▶ Data for review
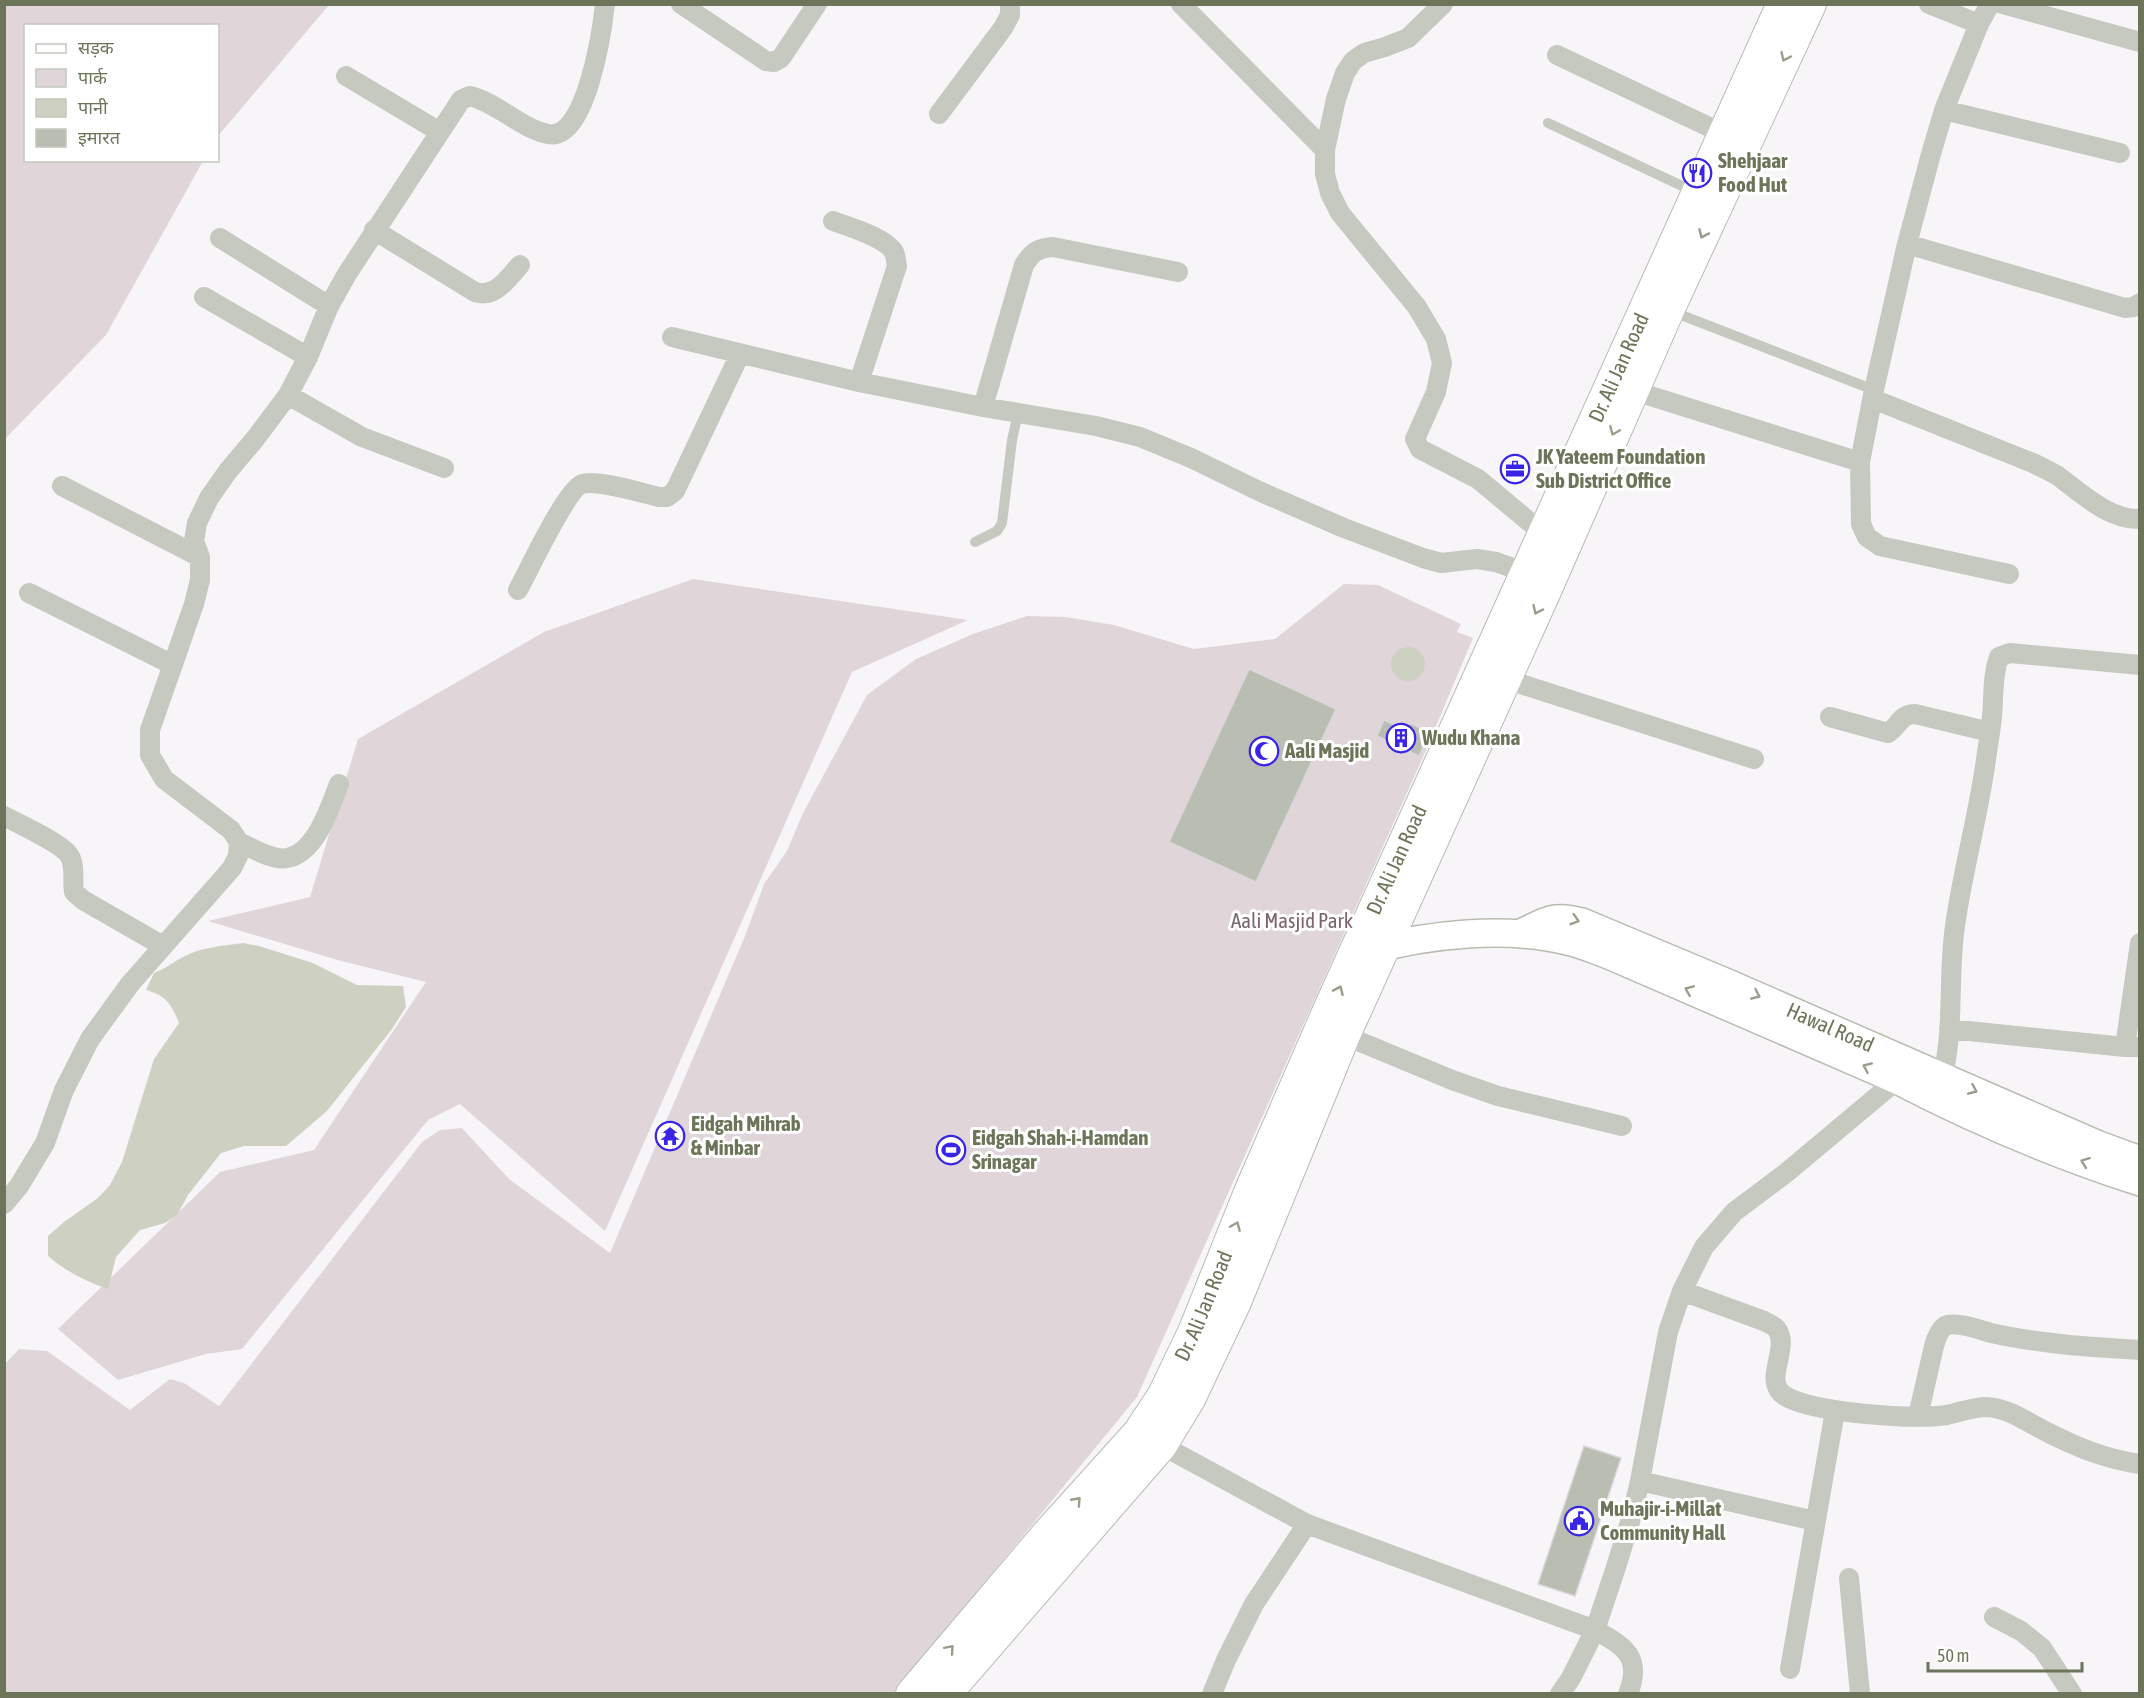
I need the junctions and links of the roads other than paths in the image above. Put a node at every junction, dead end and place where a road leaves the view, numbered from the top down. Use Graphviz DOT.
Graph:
graph roads {
  1 [pos="605,4"];
  2 [pos="681,4"];
  3 [pos="817,4"];
  4 [pos="1010,4"];
  5 [pos="1181,4"];
  6 [pos="1443,4"];
  7 [pos="1783,4"];
  8 [pos="1810,4"];
  9 [pos="1929,4"];
  10 [pos="1990,4"];
  11 [pos="2003,4"];
  12 [pos="1979,24"];
  13 [pos="2139,42"];
  14 [pos="1557,55"];
  15 [pos="346,76"];
  16 [pos="1944,110"];
  17 [pos="939,114"];
  18 [pos="1548,123"];
  19 [pos="440,132"];
  20 [pos="1724,134"];
  21 [pos="1324,150"];
  22 [pos="2120,153"];
  23 [pos="1697,193"];
  24 [pos="832,221"];
  25 [pos="374,230"];
  26 [pos="220,238"];
  27 [pos="1907,244"];
  28 [pos="520,264"];
  29 [pos="1178,272"];
  30 [pos="204,297"];
  31 [pos="2139,303"];
  32 [pos="329,306"];
  33 [pos="1668,310"];
  34 [pos="672,338"];
  35 [pos="740,354"];
  36 [pos="308,357"];
  37 [pos="859,382"];
  38 [pos="1622,387"];
  39 [pos="1874,394"];
  40 [pos="288,395"];
  41 [pos="983,407"];
  42 [pos="1018,413"];
  43 [pos="1860,462"];
  44 [pos="444,468"];
  45 [pos="62,486"];
  46 [pos="2139,519"];
  47 [pos="1544,534"];
  48 [pos="975,543"];
  49 [pos="200,557"];
  50 [pos="1527,573"];
  51 [pos="2009,574"];
  52 [pos="518,590"];
  53 [pos="29,593"];
  54 [pos="173,665"];
  55 [pos="2139,665"];
  56 [pos="1505,679"];
  57 [pos="1830,717"];
  58 [pos="1990,732"];
  59 [pos="1754,759"];
  60 [pos="339,784"];
  61 [pos="1441,791"];
  62 [pos="4,816"];
  63 [pos="239,842"];
  64 [pos="1521,933"];
  65 [pos="163,946"];
  66 [pos="1384,946"];
  67 [pos="2139,950"];
  68 [pos="1354,955"];
  69 [pos="1949,1029"];
  70 [pos="1333,1031"];
  71 [pos="2132,1047"];
  72 [pos="1897,1080"];
  73 [pos="1939,1089"];
  74 [pos="1622,1126"];
  75 [pos="2139,1160"];
  76 [pos="2139,1182"];
  77 [pos="4,1204"];
  78 [pos="1682,1291"];
  79 [pos="2139,1350"];
  80 [pos="1835,1411"];
  81 [pos="1918,1416"];
  82 [pos="1150,1439"];
  83 [pos="2139,1464"];
  84 [pos="1640,1481"];
  85 [pos="1815,1521"];
  86 [pos="1307,1524"];
  87 [pos="1849,1578"];
  88 [pos="1994,1617"];
  89 [pos="1595,1630"];
  90 [pos="1790,1669"];
  91 [pos="912,1694"];
  92 [pos="945,1694"];
  93 [pos="1212,1694"];
  94 [pos="1560,1694"];
  95 [pos="1628,1694"];
  96 [pos="1860,1694"];
  97 [pos="2072,1694"];
  1 -- 19 [label="street"];
  2 -- 3 [label="street"];
  4 -- 17 [label="street"];
  5 -- 21 [label="street"];
  6 -- 21 [label="street"];
  7 -- 20 [label="main road, Dr. Ali Jan Road"];
  8 -- 33 [label="main road, Dr. Ali Jan Road, one-way"];
  9 -- 12 [label="street"];
  10 -- 12 [label="street"];
  11 -- 13 [label="street"];
  12 -- 16 [label="street"];
  14 -- 20 [label="street"];
  15 -- 19 [label="street"];
  16 -- 22 [label="street"];
  16 -- 27 [label="street"];
  18 -- 23 [label="lane"];
  19 -- 25 [label="street"];
  20 -- 23 [label="main road, Dr. Ali Jan Road"];
  21 -- 47 [label="street"];
  23 -- 38 [label="main road, Dr. Ali Jan Road"];
  24 -- 37 [label="street"];
  25 -- 28 [label="street"];
  25 -- 32 [label="street"];
  26 -- 32 [label="street"];
  27 -- 31 [label="street"];
  27 -- 39 [label="street"];
  29 -- 41 [label="street"];
  30 -- 36 [label="street"];
  32 -- 36 [label="street"];
  33 -- 38 [label="main road, Dr. Ali Jan Road"];
  33 -- 39 [label="lane"];
  34 -- 35 [label="street"];
  35 -- 37 [label="street"];
  35 -- 52 [label="street"];
  36 -- 40 [label="street"];
  37 -- 41 [label="street"];
  38 -- 43 [label="street"];
  38 -- 47 [label="main road, Dr. Ali Jan Road"];
  38 -- 56 [label="main road, Dr. Ali Jan Road, one-way"];
  39 -- 43 [label="street"];
  39 -- 46 [label="street"];
  40 -- 44 [label="street"];
  40 -- 49 [label="street"];
  41 -- 42 [label="street"];
  42 -- 48 [label="lane"];
  42 -- 50 [label="street"];
  43 -- 51 [label="street"];
  45 -- 49 [label="street"];
  47 -- 50 [label="main road, Dr. Ali Jan Road"];
  49 -- 54 [label="street"];
  50 -- 61 [label="main road, Dr. Ali Jan Road"];
  53 -- 54 [label="street"];
  54 -- 63 [label="street"];
  55 -- 58 [label="street"];
  56 -- 59 [label="street"];
  56 -- 61 [label="main road, Dr. Ali Jan Road"];
  57 -- 58 [label="street"];
  58 -- 69 [label="street"];
  60 -- 63 [label="street"];
  61 -- 66 [label="main road, Dr. Ali Jan Road"];
  61 -- 68 [label="main road, Dr. Ali Jan Road"];
  62 -- 65 [label="street"];
  63 -- 65 [label="street"];
  64 -- 66 [label="main road, Hawal Road"];
  72 -- 64 [label="main road, Hawal Road, one-way"];
  64 -- 73 [label="main road, Hawal Road, one-way"];
  65 -- 77 [label="street"];
  66 -- 68 [label="main road, Hawal Road"];
  66 -- 70 [label="main road, Dr. Ali Jan Road"];
  67 -- 71 [label="street"];
  70 -- 68 [label="main road, Dr. Ali Jan Road, one-way"];
  69 -- 71 [label="street"];
  69 -- 73 [label="street"];
  70 -- 74 [label="street"];
  70 -- 82 [label="main road, Dr. Ali Jan Road"];
  72 -- 73 [label="main road, Hawal Road"];
  72 -- 78 [label="street"];
  73 -- 75 [label="main road, Hawal Road, one-way"];
  76 -- 73 [label="main road, Hawal Road, one-way"];
  78 -- 80 [label="street"];
  78 -- 84 [label="street"];
  79 -- 81 [label="street"];
  80 -- 81 [label="street"];
  80 -- 85 [label="street"];
  81 -- 83 [label="street"];
  82 -- 86 [label="street"];
  91 -- 82 [label="main road, Dr. Ali Jan Road, one-way"];
  82 -- 92 [label="main road, Dr. Ali Jan Road"];
  84 -- 85 [label="street"];
  84 -- 89 [label="street"];
  85 -- 90 [label="street"];
  86 -- 89 [label="street"];
  86 -- 93 [label="street"];
  87 -- 96 [label="street"];
  88 -- 97 [label="street"];
  89 -- 94 [label="street"];
  89 -- 95 [label="street"];
}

▶ Action item
All of the records need to be reproduced exactly, with each picture omitted.

▶ Solved problem
I need the junctions and links of the roads other than paths in the image above. Put a node at every junction, dead end and place where a road leaves the view, numbered from the top down. Use Graphviz DOT.
Graph:
graph roads {
  1 [pos="605,4"];
  2 [pos="681,4"];
  3 [pos="817,4"];
  4 [pos="1010,4"];
  5 [pos="1181,4"];
  6 [pos="1443,4"];
  7 [pos="1783,4"];
  8 [pos="1810,4"];
  9 [pos="1929,4"];
  10 [pos="1990,4"];
  11 [pos="2003,4"];
  12 [pos="1979,24"];
  13 [pos="2139,42"];
  14 [pos="1557,55"];
  15 [pos="346,76"];
  16 [pos="1944,110"];
  17 [pos="939,114"];
  18 [pos="1548,123"];
  19 [pos="440,132"];
  20 [pos="1724,134"];
  21 [pos="1324,150"];
  22 [pos="2120,153"];
  23 [pos="1697,193"];
  24 [pos="832,221"];
  25 [pos="374,230"];
  26 [pos="220,238"];
  27 [pos="1907,244"];
  28 [pos="520,264"];
  29 [pos="1178,272"];
  30 [pos="204,297"];
  31 [pos="2139,303"];
  32 [pos="329,306"];
  33 [pos="1668,310"];
  34 [pos="672,338"];
  35 [pos="740,354"];
  36 [pos="308,357"];
  37 [pos="859,382"];
  38 [pos="1622,387"];
  39 [pos="1874,394"];
  40 [pos="288,395"];
  41 [pos="983,407"];
  42 [pos="1018,413"];
  43 [pos="1860,462"];
  44 [pos="444,468"];
  45 [pos="62,486"];
  46 [pos="2139,519"];
  47 [pos="1544,534"];
  48 [pos="975,543"];
  49 [pos="200,557"];
  50 [pos="1527,573"];
  51 [pos="2009,574"];
  52 [pos="518,590"];
  53 [pos="29,593"];
  54 [pos="173,665"];
  55 [pos="2139,665"];
  56 [pos="1505,679"];
  57 [pos="1830,717"];
  58 [pos="1990,732"];
  59 [pos="1754,759"];
  60 [pos="339,784"];
  61 [pos="1441,791"];
  62 [pos="4,816"];
  63 [pos="239,842"];
  64 [pos="1521,933"];
  65 [pos="163,946"];
  66 [pos="1384,946"];
  67 [pos="2139,950"];
  68 [pos="1354,955"];
  69 [pos="1949,1029"];
  70 [pos="1333,1031"];
  71 [pos="2132,1047"];
  72 [pos="1897,1080"];
  73 [pos="1939,1089"];
  74 [pos="1622,1126"];
  75 [pos="2139,1160"];
  76 [pos="2139,1182"];
  77 [pos="4,1204"];
  78 [pos="1682,1291"];
  79 [pos="2139,1350"];
  80 [pos="1835,1411"];
  81 [pos="1918,1416"];
  82 [pos="1150,1439"];
  83 [pos="2139,1464"];
  84 [pos="1640,1481"];
  85 [pos="1815,1521"];
  86 [pos="1307,1524"];
  87 [pos="1849,1578"];
  88 [pos="1994,1617"];
  89 [pos="1595,1630"];
  90 [pos="1790,1669"];
  91 [pos="912,1694"];
  92 [pos="945,1694"];
  93 [pos="1212,1694"];
  94 [pos="1560,1694"];
  95 [pos="1628,1694"];
  96 [pos="1860,1694"];
  97 [pos="2072,1694"];
  1 -- 19 [label="street"];
  2 -- 3 [label="street"];
  4 -- 17 [label="street"];
  5 -- 21 [label="street"];
  6 -- 21 [label="street"];
  7 -- 20 [label="main road, Dr. Ali Jan Road"];
  8 -- 33 [label="main road, Dr. Ali Jan Road, one-way"];
  9 -- 12 [label="street"];
  10 -- 12 [label="street"];
  11 -- 13 [label="street"];
  12 -- 16 [label="street"];
  14 -- 20 [label="street"];
  15 -- 19 [label="street"];
  16 -- 22 [label="street"];
  16 -- 27 [label="street"];
  18 -- 23 [label="lane"];
  19 -- 25 [label="street"];
  20 -- 23 [label="main road, Dr. Ali Jan Road"];
  21 -- 47 [label="street"];
  23 -- 38 [label="main road, Dr. Ali Jan Road"];
  24 -- 37 [label="street"];
  25 -- 28 [label="street"];
  25 -- 32 [label="street"];
  26 -- 32 [label="street"];
  27 -- 31 [label="street"];
  27 -- 39 [label="street"];
  29 -- 41 [label="street"];
  30 -- 36 [label="street"];
  32 -- 36 [label="street"];
  33 -- 38 [label="main road, Dr. Ali Jan Road"];
  33 -- 39 [label="lane"];
  34 -- 35 [label="street"];
  35 -- 37 [label="street"];
  35 -- 52 [label="street"];
  36 -- 40 [label="street"];
  37 -- 41 [label="street"];
  38 -- 43 [label="street"];
  38 -- 47 [label="main road, Dr. Ali Jan Road"];
  38 -- 56 [label="main road, Dr. Ali Jan Road, one-way"];
  39 -- 43 [label="street"];
  39 -- 46 [label="street"];
  40 -- 44 [label="street"];
  40 -- 49 [label="street"];
  41 -- 42 [label="street"];
  42 -- 48 [label="lane"];
  42 -- 50 [label="street"];
  43 -- 51 [label="street"];
  45 -- 49 [label="street"];
  47 -- 50 [label="main road, Dr. Ali Jan Road"];
  49 -- 54 [label="street"];
  50 -- 61 [label="main road, Dr. Ali Jan Road"];
  53 -- 54 [label="street"];
  54 -- 63 [label="street"];
  55 -- 58 [label="street"];
  56 -- 59 [label="street"];
  56 -- 61 [label="main road, Dr. Ali Jan Road"];
  57 -- 58 [label="street"];
  58 -- 69 [label="street"];
  60 -- 63 [label="street"];
  61 -- 66 [label="main road, Dr. Ali Jan Road"];
  61 -- 68 [label="main road, Dr. Ali Jan Road"];
  62 -- 65 [label="street"];
  63 -- 65 [label="street"];
  64 -- 66 [label="main road, Hawal Road"];
  72 -- 64 [label="main road, Hawal Road, one-way"];
  64 -- 73 [label="main road, Hawal Road, one-way"];
  65 -- 77 [label="street"];
  66 -- 68 [label="main road, Hawal Road"];
  66 -- 70 [label="main road, Dr. Ali Jan Road"];
  67 -- 71 [label="street"];
  70 -- 68 [label="main road, Dr. Ali Jan Road, one-way"];
  69 -- 71 [label="street"];
  69 -- 73 [label="street"];
  70 -- 74 [label="street"];
  70 -- 82 [label="main road, Dr. Ali Jan Road"];
  72 -- 73 [label="main road, Hawal Road"];
  72 -- 78 [label="street"];
  73 -- 75 [label="main road, Hawal Road, one-way"];
  76 -- 73 [label="main road, Hawal Road, one-way"];
  78 -- 80 [label="street"];
  78 -- 84 [label="street"];
  79 -- 81 [label="street"];
  80 -- 81 [label="street"];
  80 -- 85 [label="street"];
  81 -- 83 [label="street"];
  82 -- 86 [label="street"];
  91 -- 82 [label="main road, Dr. Ali Jan Road, one-way"];
  82 -- 92 [label="main road, Dr. Ali Jan Road"];
  84 -- 85 [label="street"];
  84 -- 89 [label="street"];
  85 -- 90 [label="street"];
  86 -- 89 [label="street"];
  86 -- 93 [label="street"];
  87 -- 96 [label="street"];
  88 -- 97 [label="street"];
  89 -- 94 [label="street"];
  89 -- 95 [label="street"];
}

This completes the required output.